Gen Z and the next generations are growing up with devices in their hand, and the green and blue bubble issue is a lot more impactful right now than people realise. Young people that use Androids in the US can feel peer pressured into buying iPhones just because of the green bubbles and iMessage, whether they know it or not. Android users commonly get called out for their green bubbles, excluded from group chats and even bullied and mocked for their choice of phone. Group chats especially suffer from this, as adding an Android user turns the whole chat green as everyone has to switch to SMS to suit the Android user, which ruins the experience and can lead to some people not even getting messages in the chat.
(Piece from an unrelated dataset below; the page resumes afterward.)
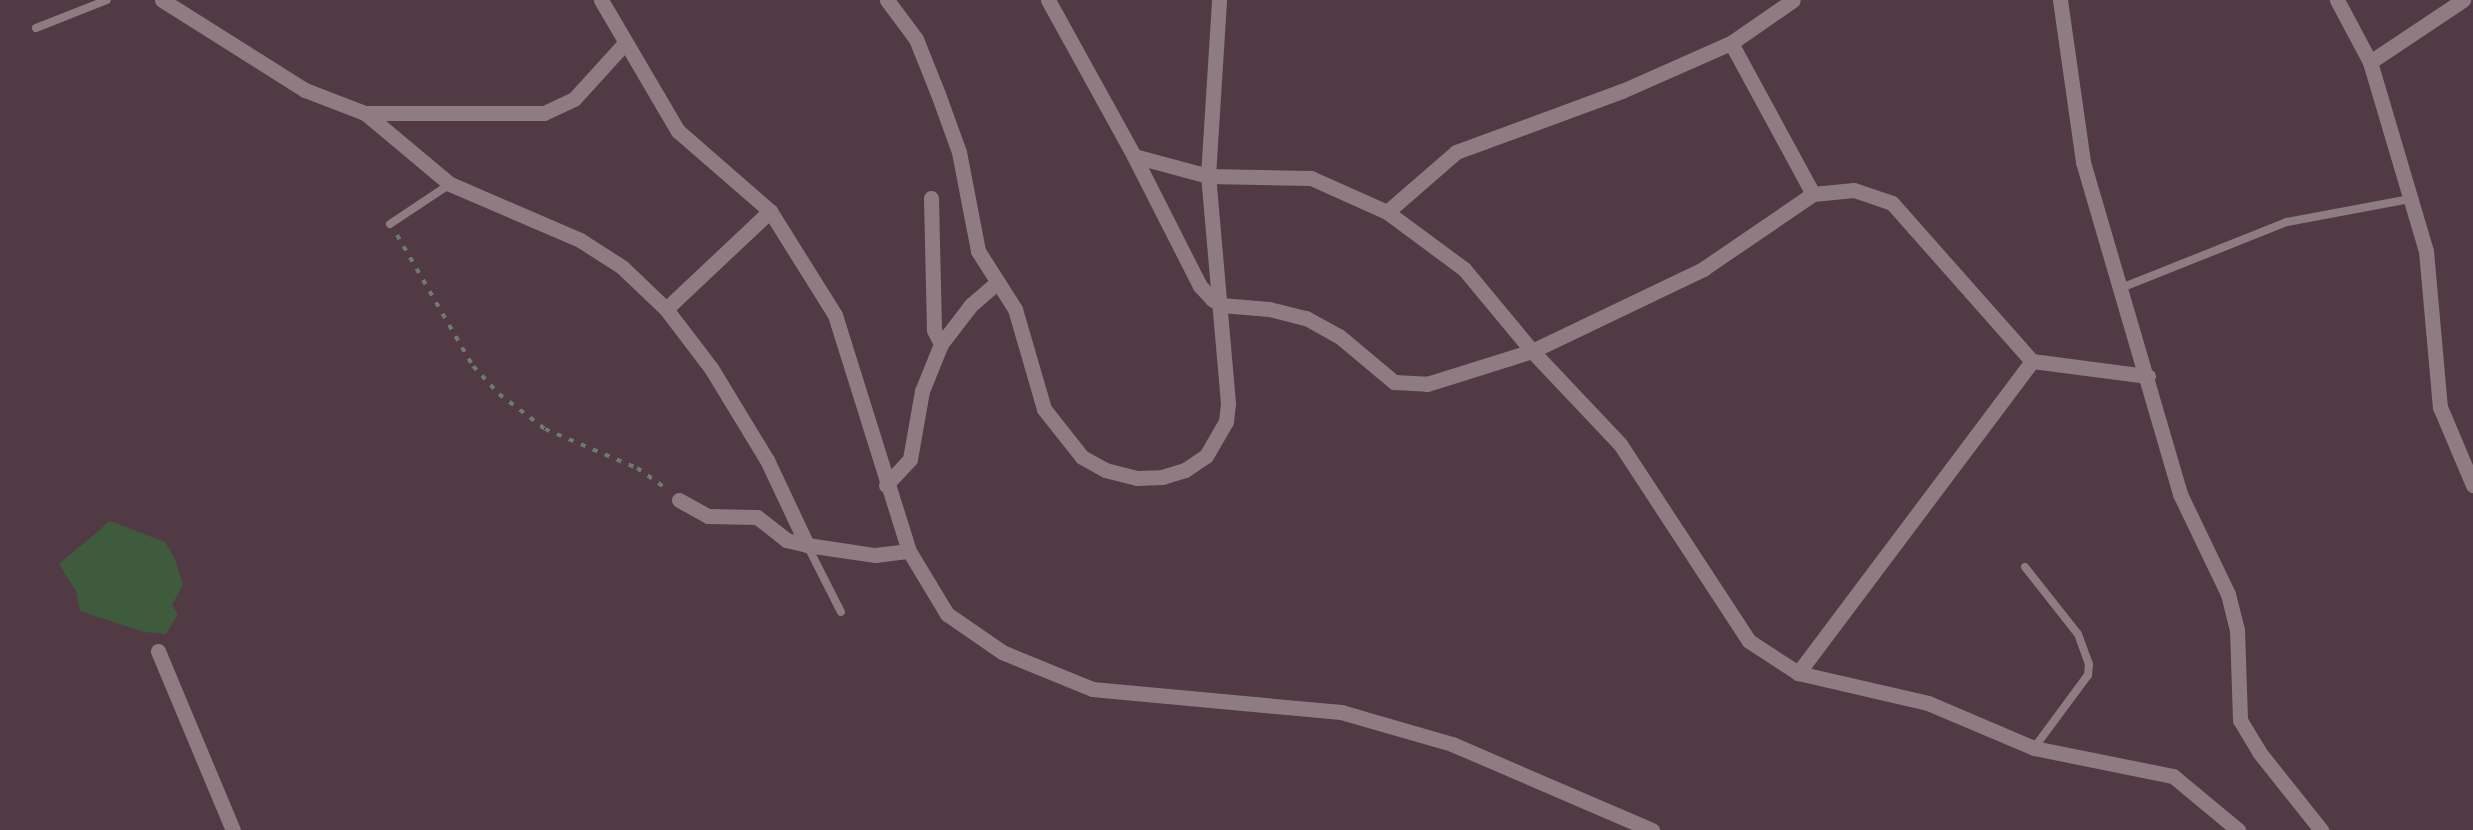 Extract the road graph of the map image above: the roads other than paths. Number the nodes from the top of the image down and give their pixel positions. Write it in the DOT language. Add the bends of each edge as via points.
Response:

There are studies that have shown Android users are less likely to get dates on Tinder and stories of people even committing suicide due to harassment from them being on Android. Androids are also seen as cheaper and thought to be for poorer people, so people may get harassed for that assumption too. I’m an Android user in high school and I have noticed the messaging situation firsthand. Friends have complained that their group chats with me don’t work as well and I’ve had many issues when trying to message cross-platform, especially with sending images and videos which are hit and miss at best. Once, I noticed two of my friends playing an online game and when I asked if I could join, they told that it was an game on Apple Messages, so I wouldn’t be able to play. While some people like me are fortunate enough to switch if we want, for many others, it isn’t a choice. The cheapest iPhone sold right now, the iPhone SE, sells for around $400, but many teenagers may not be able to afford that. Most likely, their parents will be buying their phones and they will be hesitant to buy an expensive phone for children who may break or lose it.

Overall, iMessage is one of, if not the biggest draw towards iPhones so Apple will do whatever it can to keep and attract people to their ecosystem. Unfortunately, this social ostracisation helps Apple to attract more people to iPhones, so they don’t have a strong incentive to help out the Android users. You’re probably thinking, “what’s the solution to all of this ?” however, it’s not very simple. The first idea is for Apple to bring iMessage to Android and in fact, back in 2013, they considered it. Unfortunately, Apple believes that they will lose lots of users if they do this, and they probably would be right. The next best thing is for Apple to replace SMS as a fall back with RCS so that Android users will get some features to make texting cross-platform bearable. I personally think this idea is most realistically suitable, since iMessage will still have some exclusive features and the green bubble will still exist, but messaging an Android user won’t be as miserable as it is now and will be much more secure too. This way, Apple still has advantages to switching to iPhone and won’t have a huge loss in customers. On the other hand, a big reason that this is an issue isn’t the technology or the companies, but the people using the phones. Green bubbles are only as looked down upon as they are because people have chosen to do so. A big part of solving this issue is for young people with iPhones to decide to stop bullying people due to an arbitrary thing like the phone they are using. While a worse messaging experience is frustrating, it’s not a reason to bully someone and peer pressure them to get an iPhone. Apple adding RCS support will help, but at the end of the day, it’s down to us to be responsible and accept each other no matter what device we use.